Da parecchi mesi passavano scarse nuvole, alte, sempre magre e senza ombra. Un cielo così azzurro non si era mai visto. O forse quella brillantezza accecante era dovuta al contrasto con una vegetazione aspra e secca. E la terra gialla e spaccata da enormi squarci. Della strada "Imperiale" voluta dal maresciallo Graziani non restavano che pezzi di massicciata. Chiazze d'asfalto qua e là e tante buche. Nell'Ogaden etiope, tra la cittadina di Gode e l'avamposto di Kelafo, sulle sponde dello Shebeli, dove nel 1936 si costruiva il sogno coloniale italiano che voleva unire Mogadiscio con Addis Abeba, erano rimasti i baraccamenti militari di quell'epoca. Ruderi. Regno per tante famigliole di babbuini dispettosi, ma anche dei primi sfollati.
Era l'inizio di questo Terzo millennio, 16 anni dopo la terribile carestia del 1984 che fece un milione di morti in Etiopia. Non pioveva da tre anni, ciononostante, affidandosi al fiume, già malato, gli agricoltori avevano seminato durra e farro. La siccità aveva fatto il resto. Mangiate anche le ultime scorte delle sementi da usare per il secondo raccolto dell'anno, non rimaneva più nulla. Solo rametti di acacia da masticare o le rare erbe selvatiche commestibili da bollire nell'acqua presa dal fango del fiume, sempre più moribondo.
La morte per sete e fame è la più silenziosa, tra tutte le morti. Un grido muto accarezza la bocca spalancata che non riesce più a deglutire; aridi si fanno gli occhi, senza più una sola goccia per piangere. Ricordo ancora, e con lo stesso senso di smarrimento di allora, l'ideale "linea rossa" formata da quella staccionata di legno che stava tra me e il dispensario medico. Quella divisione metteva in chiara evidenza la separazione tra il mio mondo di privilegi e il mondo delle morte senza appello. Dei bambini con le teste ciondolanti e le bocche socchiuse, piccoli scheletri deposti tra le braccia di madri mute e consapevoli che l'indomani avrebbero sepolto i loro cuccioli in anonime tombe. Buche che presto si confonderanno con la sabbia e che nessuno riuscirà a ritrovare più.
Il deserto avanzava e la bestia della carestia era uscita dalla terra. Non seccavano solo i raccolti, non morivano solo bambini e vecchi. La carestia uccideva il bestiame. La carestia si nutriva di tutta la vita. Le carcasse mummificate di mucche e pecore segnavano le piste a perdita d'occhio. Un solo animale aveva il privilegio di non temere la sua fine. La iena. Di notte, nelle ore appena un poco più fresche del giorno, sentivo il ghigno beffardo delle iene che si aggiravano nei pressi del dispensario. Nulla le spaventa. Solo il fucile riesce a tenerle a distanza. Quello del medico italiano sperduto in quel mare di sabbia, tra fame e moribondi, che cercava di fare qualcosa senza medicine.

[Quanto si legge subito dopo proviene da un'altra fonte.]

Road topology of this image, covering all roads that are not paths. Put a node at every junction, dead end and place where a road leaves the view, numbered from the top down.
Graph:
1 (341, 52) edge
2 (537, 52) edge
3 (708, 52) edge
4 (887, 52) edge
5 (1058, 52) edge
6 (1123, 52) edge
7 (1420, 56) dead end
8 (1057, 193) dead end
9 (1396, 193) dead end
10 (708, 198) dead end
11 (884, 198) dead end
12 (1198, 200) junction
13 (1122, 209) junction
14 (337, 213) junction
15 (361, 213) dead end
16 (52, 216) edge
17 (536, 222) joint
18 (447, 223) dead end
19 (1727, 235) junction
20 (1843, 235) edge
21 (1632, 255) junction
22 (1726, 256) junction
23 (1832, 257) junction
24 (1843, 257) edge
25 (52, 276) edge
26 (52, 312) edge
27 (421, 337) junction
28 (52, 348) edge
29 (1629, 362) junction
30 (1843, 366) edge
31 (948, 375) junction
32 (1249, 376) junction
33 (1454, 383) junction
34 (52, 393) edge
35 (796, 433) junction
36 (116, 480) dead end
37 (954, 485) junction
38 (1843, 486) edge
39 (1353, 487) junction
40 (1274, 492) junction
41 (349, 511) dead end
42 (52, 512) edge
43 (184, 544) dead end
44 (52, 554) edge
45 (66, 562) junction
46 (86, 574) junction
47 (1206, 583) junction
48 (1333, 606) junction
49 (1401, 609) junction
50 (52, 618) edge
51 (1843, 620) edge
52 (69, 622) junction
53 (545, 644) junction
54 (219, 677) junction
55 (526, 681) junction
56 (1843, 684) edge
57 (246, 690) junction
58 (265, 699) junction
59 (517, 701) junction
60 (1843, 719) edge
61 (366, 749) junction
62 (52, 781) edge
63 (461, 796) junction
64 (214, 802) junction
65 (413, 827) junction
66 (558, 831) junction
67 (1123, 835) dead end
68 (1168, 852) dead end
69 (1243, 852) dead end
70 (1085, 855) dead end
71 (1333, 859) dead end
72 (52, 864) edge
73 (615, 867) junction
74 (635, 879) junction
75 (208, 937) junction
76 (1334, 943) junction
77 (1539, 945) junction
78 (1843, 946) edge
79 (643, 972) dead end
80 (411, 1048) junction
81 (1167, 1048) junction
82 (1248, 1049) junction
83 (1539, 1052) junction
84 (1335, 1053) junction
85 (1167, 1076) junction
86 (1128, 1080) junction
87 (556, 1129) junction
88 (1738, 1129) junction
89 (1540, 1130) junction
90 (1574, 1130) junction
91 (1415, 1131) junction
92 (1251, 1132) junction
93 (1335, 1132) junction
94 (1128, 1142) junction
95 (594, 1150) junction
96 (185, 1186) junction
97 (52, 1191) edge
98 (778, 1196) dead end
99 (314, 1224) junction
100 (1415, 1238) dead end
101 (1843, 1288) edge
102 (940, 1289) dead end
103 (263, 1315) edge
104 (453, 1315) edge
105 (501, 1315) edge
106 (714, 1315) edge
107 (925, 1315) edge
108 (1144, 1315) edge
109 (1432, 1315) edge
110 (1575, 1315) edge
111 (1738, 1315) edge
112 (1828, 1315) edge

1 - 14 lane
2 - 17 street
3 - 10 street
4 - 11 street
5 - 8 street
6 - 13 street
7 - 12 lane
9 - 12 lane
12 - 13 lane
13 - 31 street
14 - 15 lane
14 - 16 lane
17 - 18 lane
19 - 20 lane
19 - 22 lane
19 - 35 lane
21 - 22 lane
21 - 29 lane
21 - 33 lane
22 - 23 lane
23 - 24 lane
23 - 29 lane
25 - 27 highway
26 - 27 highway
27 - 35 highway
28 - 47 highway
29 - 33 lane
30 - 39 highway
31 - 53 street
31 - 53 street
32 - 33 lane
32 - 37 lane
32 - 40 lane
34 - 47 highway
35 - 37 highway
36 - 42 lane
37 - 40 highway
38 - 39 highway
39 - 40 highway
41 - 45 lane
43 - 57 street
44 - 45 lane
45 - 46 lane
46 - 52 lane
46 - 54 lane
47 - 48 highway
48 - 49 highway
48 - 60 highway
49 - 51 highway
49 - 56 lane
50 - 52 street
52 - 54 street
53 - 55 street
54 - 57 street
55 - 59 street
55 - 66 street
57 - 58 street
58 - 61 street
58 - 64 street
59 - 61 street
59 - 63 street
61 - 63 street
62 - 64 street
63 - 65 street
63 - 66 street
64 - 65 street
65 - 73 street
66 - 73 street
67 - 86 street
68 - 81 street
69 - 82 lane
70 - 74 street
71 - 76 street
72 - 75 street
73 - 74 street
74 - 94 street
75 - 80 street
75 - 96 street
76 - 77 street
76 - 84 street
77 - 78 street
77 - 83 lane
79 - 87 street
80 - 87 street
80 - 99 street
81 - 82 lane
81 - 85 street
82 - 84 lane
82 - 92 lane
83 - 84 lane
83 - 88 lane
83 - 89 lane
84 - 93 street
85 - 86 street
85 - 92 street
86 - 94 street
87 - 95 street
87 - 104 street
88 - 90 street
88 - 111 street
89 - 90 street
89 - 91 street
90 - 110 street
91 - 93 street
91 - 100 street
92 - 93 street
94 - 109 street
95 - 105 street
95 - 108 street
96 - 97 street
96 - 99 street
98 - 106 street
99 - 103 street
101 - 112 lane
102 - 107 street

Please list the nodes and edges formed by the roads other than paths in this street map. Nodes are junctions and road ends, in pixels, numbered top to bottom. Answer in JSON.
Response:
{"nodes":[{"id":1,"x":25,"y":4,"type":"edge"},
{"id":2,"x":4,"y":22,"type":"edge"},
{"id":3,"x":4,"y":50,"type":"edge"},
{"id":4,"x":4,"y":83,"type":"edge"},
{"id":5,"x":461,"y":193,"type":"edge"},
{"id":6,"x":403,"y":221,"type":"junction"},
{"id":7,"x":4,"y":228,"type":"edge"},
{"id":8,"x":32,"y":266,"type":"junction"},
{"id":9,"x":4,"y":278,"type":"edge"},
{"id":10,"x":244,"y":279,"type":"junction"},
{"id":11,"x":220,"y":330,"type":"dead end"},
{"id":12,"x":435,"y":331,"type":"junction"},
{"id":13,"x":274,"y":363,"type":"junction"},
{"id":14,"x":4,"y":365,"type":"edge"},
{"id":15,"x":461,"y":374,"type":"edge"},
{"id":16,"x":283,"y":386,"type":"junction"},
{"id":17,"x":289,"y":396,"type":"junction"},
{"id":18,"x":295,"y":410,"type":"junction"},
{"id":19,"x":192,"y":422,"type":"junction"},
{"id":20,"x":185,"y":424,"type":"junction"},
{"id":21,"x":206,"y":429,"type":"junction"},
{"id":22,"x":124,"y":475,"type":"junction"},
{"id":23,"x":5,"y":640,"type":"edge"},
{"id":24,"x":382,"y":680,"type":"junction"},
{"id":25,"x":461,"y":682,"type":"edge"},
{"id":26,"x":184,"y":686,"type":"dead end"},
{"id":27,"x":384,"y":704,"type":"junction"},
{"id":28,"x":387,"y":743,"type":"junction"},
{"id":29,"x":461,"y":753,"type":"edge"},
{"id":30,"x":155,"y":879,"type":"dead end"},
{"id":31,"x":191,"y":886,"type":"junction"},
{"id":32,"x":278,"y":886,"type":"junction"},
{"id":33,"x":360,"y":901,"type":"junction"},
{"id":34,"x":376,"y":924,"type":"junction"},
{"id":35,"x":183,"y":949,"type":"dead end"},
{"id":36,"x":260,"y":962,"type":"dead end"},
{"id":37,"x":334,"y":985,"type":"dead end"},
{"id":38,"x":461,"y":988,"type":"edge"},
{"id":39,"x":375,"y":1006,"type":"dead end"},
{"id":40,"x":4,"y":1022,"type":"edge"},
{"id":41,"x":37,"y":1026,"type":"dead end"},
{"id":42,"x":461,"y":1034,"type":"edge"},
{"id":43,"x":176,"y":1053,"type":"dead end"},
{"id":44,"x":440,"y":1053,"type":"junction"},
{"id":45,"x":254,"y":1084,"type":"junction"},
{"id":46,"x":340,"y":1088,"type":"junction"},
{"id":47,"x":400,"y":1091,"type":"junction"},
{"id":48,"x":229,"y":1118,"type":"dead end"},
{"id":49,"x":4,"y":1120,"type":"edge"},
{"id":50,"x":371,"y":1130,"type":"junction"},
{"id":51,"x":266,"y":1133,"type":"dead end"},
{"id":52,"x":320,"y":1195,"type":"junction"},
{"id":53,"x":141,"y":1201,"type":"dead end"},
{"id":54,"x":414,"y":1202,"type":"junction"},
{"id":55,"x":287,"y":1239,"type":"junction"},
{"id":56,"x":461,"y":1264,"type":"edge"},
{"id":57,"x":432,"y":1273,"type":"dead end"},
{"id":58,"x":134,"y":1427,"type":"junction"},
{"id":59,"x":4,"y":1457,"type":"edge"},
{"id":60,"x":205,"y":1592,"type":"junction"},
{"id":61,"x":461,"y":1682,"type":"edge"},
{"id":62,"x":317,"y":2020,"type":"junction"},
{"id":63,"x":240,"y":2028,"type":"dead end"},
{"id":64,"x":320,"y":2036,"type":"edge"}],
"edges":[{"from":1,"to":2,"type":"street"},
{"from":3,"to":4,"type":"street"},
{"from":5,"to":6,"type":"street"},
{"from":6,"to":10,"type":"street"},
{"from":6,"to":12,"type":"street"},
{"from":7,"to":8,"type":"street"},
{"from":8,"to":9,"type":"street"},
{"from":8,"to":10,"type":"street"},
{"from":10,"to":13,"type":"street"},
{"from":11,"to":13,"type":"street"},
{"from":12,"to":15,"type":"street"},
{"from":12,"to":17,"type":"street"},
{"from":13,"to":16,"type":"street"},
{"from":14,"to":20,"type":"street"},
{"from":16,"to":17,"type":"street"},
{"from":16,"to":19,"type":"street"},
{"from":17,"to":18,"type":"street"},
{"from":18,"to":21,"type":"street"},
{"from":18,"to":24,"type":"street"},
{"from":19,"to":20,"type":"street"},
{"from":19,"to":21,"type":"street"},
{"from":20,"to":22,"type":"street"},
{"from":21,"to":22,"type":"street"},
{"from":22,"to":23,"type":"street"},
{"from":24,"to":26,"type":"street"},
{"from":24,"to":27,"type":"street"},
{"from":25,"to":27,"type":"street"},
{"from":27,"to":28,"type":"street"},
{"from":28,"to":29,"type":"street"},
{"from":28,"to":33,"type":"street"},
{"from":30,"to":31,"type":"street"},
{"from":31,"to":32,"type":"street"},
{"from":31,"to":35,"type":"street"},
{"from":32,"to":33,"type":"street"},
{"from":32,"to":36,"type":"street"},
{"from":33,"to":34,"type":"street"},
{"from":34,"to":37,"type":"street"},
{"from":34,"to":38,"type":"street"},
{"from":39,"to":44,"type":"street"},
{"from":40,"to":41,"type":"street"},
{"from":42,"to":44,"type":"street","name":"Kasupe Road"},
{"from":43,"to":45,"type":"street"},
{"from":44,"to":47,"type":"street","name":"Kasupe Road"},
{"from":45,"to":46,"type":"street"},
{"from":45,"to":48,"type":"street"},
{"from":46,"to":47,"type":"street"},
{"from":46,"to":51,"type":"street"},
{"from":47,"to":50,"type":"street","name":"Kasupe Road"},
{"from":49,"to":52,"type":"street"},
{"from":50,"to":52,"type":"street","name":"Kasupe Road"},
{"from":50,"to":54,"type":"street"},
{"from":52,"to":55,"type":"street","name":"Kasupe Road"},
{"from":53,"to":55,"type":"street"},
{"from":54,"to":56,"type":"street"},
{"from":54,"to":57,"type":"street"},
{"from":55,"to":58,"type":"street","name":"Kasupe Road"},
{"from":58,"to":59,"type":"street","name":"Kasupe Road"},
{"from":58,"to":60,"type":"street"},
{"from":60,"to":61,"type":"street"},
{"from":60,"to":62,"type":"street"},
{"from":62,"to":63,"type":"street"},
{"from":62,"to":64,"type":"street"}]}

Acqua. È la cosa che più si cerca quando il vento fa danzare la sabbia, mentre il caldo è spaventoso e l'aria che si fa ardente. Non averla è una sofferenza che solo chi ha provato la carestia e il deserto può comprendere. In quel luogo lontano, il fiume Shebeli, il fiume del leopardo, era la ricchezza anche per i pastori della popolazione nomade di etnia somala: bere, lavarsi, cucinare. Ma adesso a morire erano pure i cammelli. Un pastore mi disse: «Quando vedrai morire il tuo primo cammello, allora è Allah, sia pace e benedizione su di lui, che ti dice che è giunto il momento di partire». Acqua, bene prezioso, grande privilegio. Non sprechiamola.